Attention conservation notice: 900 words of inside baseball about Mozilla. No security content whatsoever.
The Mozilla Project has
been taking a whole lot of flak recently over its new rapid
release cycle
, in which there is a new major version of
Firefox (and Thunderbird) every six weeks, and it potentially breaks all
your extensions. Especially the big complicated extensions like Firebug that people cannot live
without. One might reasonably ask, what the hell? Why would any
software development team in their right mind—especially a team
developing a critical piece of system infrastructure, which is what Web
browsers are these days, like it or not—inflict unpredictable breakage
on all their users at six-week intervals?
The first thing to know is that Firefox’s core developers are really
focused on making the Web better. If we weren’t, we would be hacking on
something other than a Web browser. The old release cycle was way too
slow for us to do that effectively; as Jono Xia describes in his blog
post It’s
Not About the Version Numbers,
anything we did might not get out
to end users for over a year. When David Baron fixed visited-link history
sniffing, he patched Firefox first—but Chrome and Safari shipped the
change before we did.
You should read Jono’s post now. I’ll be here when you get back.

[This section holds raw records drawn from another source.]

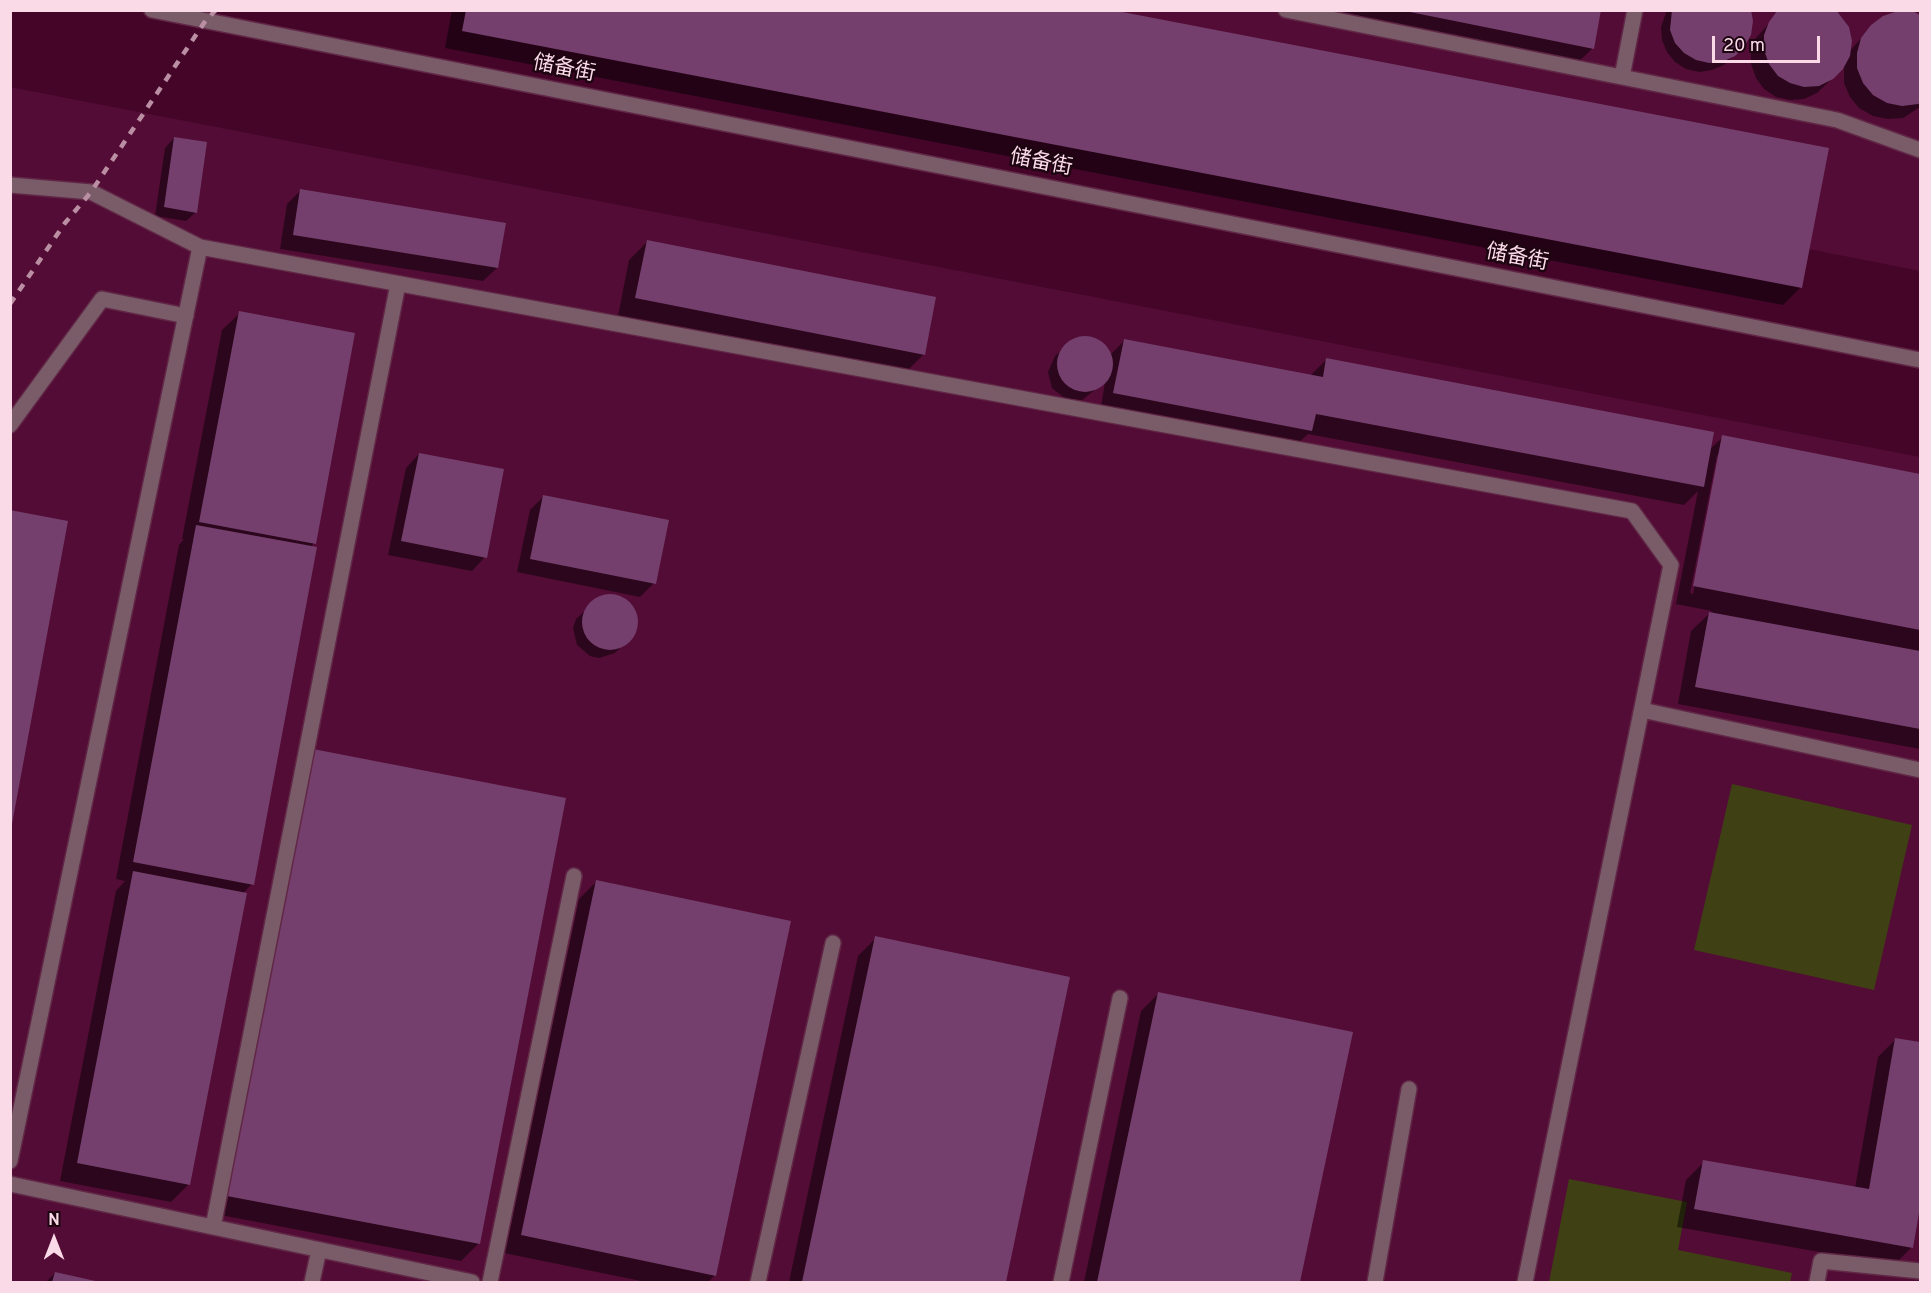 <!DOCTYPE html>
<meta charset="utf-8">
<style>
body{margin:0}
#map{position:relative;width:1931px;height:1293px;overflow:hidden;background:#440529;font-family:Overpass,sans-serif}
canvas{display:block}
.frame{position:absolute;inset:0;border:12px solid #fbdae7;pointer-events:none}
.north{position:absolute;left:24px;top:1209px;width:60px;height:60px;-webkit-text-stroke:4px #1c0410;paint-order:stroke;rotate:0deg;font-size:16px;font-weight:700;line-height:24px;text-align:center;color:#fbdae7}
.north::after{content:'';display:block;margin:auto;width:21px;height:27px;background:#fbdae7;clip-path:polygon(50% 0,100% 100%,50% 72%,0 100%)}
.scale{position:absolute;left:1712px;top:36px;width:108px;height:27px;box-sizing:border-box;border:3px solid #fbdae7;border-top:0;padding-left:8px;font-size:18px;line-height:21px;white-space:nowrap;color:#fbdae7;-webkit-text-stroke:4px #1c0410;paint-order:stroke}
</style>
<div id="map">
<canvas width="1931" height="1293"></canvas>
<div class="frame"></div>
<div class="north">N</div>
<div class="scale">20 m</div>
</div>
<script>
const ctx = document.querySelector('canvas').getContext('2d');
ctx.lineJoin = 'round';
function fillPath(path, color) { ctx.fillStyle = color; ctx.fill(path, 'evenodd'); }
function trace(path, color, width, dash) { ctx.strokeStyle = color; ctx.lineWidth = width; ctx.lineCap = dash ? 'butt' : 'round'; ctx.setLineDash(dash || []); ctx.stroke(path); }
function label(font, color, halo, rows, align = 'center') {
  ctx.font = font + ' Overpass,"Noto Sans SC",sans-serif'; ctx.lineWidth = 5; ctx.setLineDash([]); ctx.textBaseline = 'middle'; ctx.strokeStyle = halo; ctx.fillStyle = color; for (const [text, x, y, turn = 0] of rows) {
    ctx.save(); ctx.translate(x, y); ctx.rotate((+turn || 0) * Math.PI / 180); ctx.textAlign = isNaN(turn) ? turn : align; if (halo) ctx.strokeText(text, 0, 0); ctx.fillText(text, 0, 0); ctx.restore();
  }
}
const built = new Path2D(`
 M601 11H1920V271Z
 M10 87 1920 457V1282H11Z`);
const green = new Path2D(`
 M1732 784 1912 825 1874 990 1694 950Z
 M1569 1179 1687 1202 1678 1250 1792 1273 1790 1282H1549Z`);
const shadow = new Path2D(`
 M452 10H1104L1801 287 1783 305 445 48Z
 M1286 10H1600L1592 49 1574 66Z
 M1667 10H1749L1743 46 1724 65 1712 70 1699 72 1686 69 1675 62 1667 52 1662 40 1661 27Z
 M1781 10H1834L1849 52 1872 26 1914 14 1920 16V107L1903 118 1888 119 1873 116 1859 108 1850 97 1844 83V67L1817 93 1804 99 1790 100 1776 97 1764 89 1756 78 1751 64V50L1756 38Z
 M174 138 196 212 186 221 155 216 165 148Z
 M300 191 497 268 483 281 280 249 287 204Z
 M647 242 924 354 906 372 618 316 629 260Z
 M240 313 314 543 310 548 252 884 242 894 189 1184 171 1202 60 1181 116 891 125 881 116 879 179 545 184 539H182L222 330Z
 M1081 337 1099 340 1111 354 1124 341 1310 376 1326 360 1709 450 1723 437 1920 475V749L1678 704 1691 631 1712 611 1676 604 1698 491 1684 505 1308 434 1297 444 1101 407 1105 382 1082 400 1066 399 1052 388 1048 372 1055 356 1073 340ZM1717 455H1720L1693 594 1690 593Z
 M419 454 485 557 472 571 388 555 406 468Z
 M544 496 654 583 640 597 517 572 530 510Z
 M616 596 630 605 634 613 635 630 631 637 615 653 599 658 590 656 577 645 573 628 576 619 599 598Z
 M313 751 479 1243 461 1261 210 1213 295 769Z
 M596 882 715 1275 708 1282H646L504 1253 579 899Z
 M876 938 1068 978 1004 1282H789L858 956Z
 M1159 993 1351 1033 1299 1282H1084L1141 1011Z
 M1896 1039 1920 1044V1198L1912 1247 1894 1265 1677 1227 1686 1180 1704 1162 1855 1188 1878 1057Z
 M55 1273 97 1282H46Z`);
const building = new Path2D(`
 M466 10H1112L1829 148 1802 288 462 31Z
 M1400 10H1601L1594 49Z
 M1672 10H1751L1753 21 1751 35 1744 47 1735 56 1722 62 1709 63 1696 60 1684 53 1675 43 1670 30Z
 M1836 10 1849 27 1852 41 1850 56 1843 69 1833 79 1819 86 1804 87 1790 83 1778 76 1769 64 1764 50V35L1769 22 1777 11Z
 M1898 11 1914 12 1920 15V103L1918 104 1902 106 1887 103 1873 95 1863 83 1857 68V53L1861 38 1871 25 1883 16Z
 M174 137 207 142 197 213 164 207Z
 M300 189 506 223 498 268 293 235Z
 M647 240 936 297 925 355 635 298Z
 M239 311 355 333 316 544 199 522Z
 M1057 364a28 28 0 1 1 56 0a28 28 0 1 1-56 0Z
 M1124 339 1323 377 1326 358 1714 432 1704 487 1316 414 1312 431 1113 393Z
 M1722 435 1920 474V630L1693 586Z
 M419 453 504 469 487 558 401 541Z
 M543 495 669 520 656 584 530 559Z
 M10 510 68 521 12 824H10Z
 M196 525 317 547 254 885 133 862Z
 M582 622a28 28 0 1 1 56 0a28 28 0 1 1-56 0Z
 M1709 612 1920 651V729L1695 687Z
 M313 749 566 798 480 1244 227 1196Z
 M133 871 247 893 190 1185 77 1163Z
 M596 880 791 921 716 1276 521 1235Z
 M875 936 1070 977 1006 1282H802Z
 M1158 992 1353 1032 1300 1282H1097Z
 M1895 1038 1920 1042V1207L1913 1248 1694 1209 1703 1160 1869 1189Z
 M55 1272 100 1282H52Z`);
const minor = new Path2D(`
 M152 10 1920 360
 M1286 10 1837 120 1920 150
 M1622 77 1635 10
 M10 185 91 192 200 247 1632 511 1671 565 1525 1282
 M10 425 102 299 186 316
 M1642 710 1920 770
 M10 1161 200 247
 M10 1184 472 1282
 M213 1227 398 284
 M312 1282 319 1250
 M490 1282 574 876
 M758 1282 833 943
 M1061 1282 1120 998
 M1375 1282 1409 1089
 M1817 1282 1821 1261 1920 1271`);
const rail = new Path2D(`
 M10 304 65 223 91 192 206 20 216 10`);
const streetNames = [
 ["储备街",564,70,11],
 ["储备街",1041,164,11],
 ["储备街",1517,259,11]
];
fillPath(built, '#530c35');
fillPath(green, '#3f4114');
fillPath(shadow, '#0007');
fillPath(building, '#743f6d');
trace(minor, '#612747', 18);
trace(minor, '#7a5b68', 15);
trace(rail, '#ba8ea3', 4.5, [8, 8]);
label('21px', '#fbdae7', '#1c0410', streetNames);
</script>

Shipping new versions of the browser every six weeks is clearly a better way to improve the Web rapidly, than shipping a new version only once a year or so. But what’s stopping the Mozilla team from shipping a new batch of under-the-hood improvements to the Web every six weeks without breaking anything? Why do we need to break things?
Well, we tried not breaking things for ten years, give or take, and
it didn’t work. The second thing to know is that the core browser
(Gecko
) suffers from enormous technical debt. Like any large,
15-year-old piece of software, we have code in abundance that was
written under too much time pressure to get it right, was written so
long ago that nobody remembers how it works, isn’t comprehensively
tested, or any combination of the above. We also have major components
that reasonably seemed like good ideas at the time, but have since
proven to be a hindrance (XUL, XBL, XPConnect, etc). We have other major
components that should have been recognized as bad ideas at the time,
but weren’t (XPCOM, NSPR, etc). And we have code for which there is no
excuse at all (Firefox still had code using the infamous Mork
file format until just this summer, and I understand it’s still live
in Thunderbird).
It gets worse: many of the bugs can’t be fixed without
breaking stuff. For example, take bug
234856. That’s a seven-year-old display glitch. What could
possibly be an excuse for not fixing a simple display glitch for seven
years? Well, the root cause of that bug (described more clearly in bug
643041, where the actual fix is posted) is an error in an XPCOM
interface that, until we decided we weren’t going to do this anymore
(post-FF4), was frozen
—it could not be changed even though it
was wrong, precisely so that extensions could depend on it not
changing. There are thousands of XPCOM interfaces, and
extensions can use all of them. That’s a great strength: it
lets Firefox extensions do far more than, say, Chrome extensions can.
That’s also a huge problem for people trying to make the core better.
(Only about 200 of these interfaces were permanently frozen, but pre-FF4
we tried to avoid changing even the un-frozen ones as much as possible.)
You’ll notice that the change in bug 643041 makes it easier to
write extensions that manipulate SSL certificates, because now there’s
just one nsIX509Cert
interface, not three. But
taking away nsIX509Cert2
and nsIX509Cert3
breaks code that was using them.
Some bugs can’t even be fixed without breaking Web sites. Any time
Gecko doesn’t do the same thing Webkit and/or IE do, we (and the Webkit
and IE people) want to make that difference go away—but to do that, at
least one of the three has to change, and there may be sites out there
relying on the behavior that just got taken away. In some cases, adding
features breaks the web. For instance, if you write
directly in
your HTML, when the event fires, the JavaScript interpreter will try to
call a method of <element onevent="do_something()">
element
’s DOM API named
do_something
before it tries to call a global function with
that name. Which means that adding DOM methods to any HTML element
potentially breaks websites. (This is not a problem if you assign to
element.onevent
from a <script>
.)
This is why Mozilla core developers can seem so callous to the needs of extension and website developers built on Gecko. We know that we depend on both groups for our continued relevance—a browser is no use at all with no websites to browse, and without extensions there is not much reason to pick one browser over another. But we feel that right now it is more important to fix the problems with our existing platform than to provide stability. In the long run, we will have a better platform for both groups to work with. And in the long run, stability will come back. There are many bugs to fix first, but there are not infinitely many bugs, even if it seems like it sometimes. Having said that, there are some things we could be doing right now to make extension and website developers’ lives better … but I’m going to save them for the next post. 900 words is enough.
Note to commenters: I know lots of people are unhappy with the UX changes post-FF3.6, but let’s keep this to discussion of API breakage, please.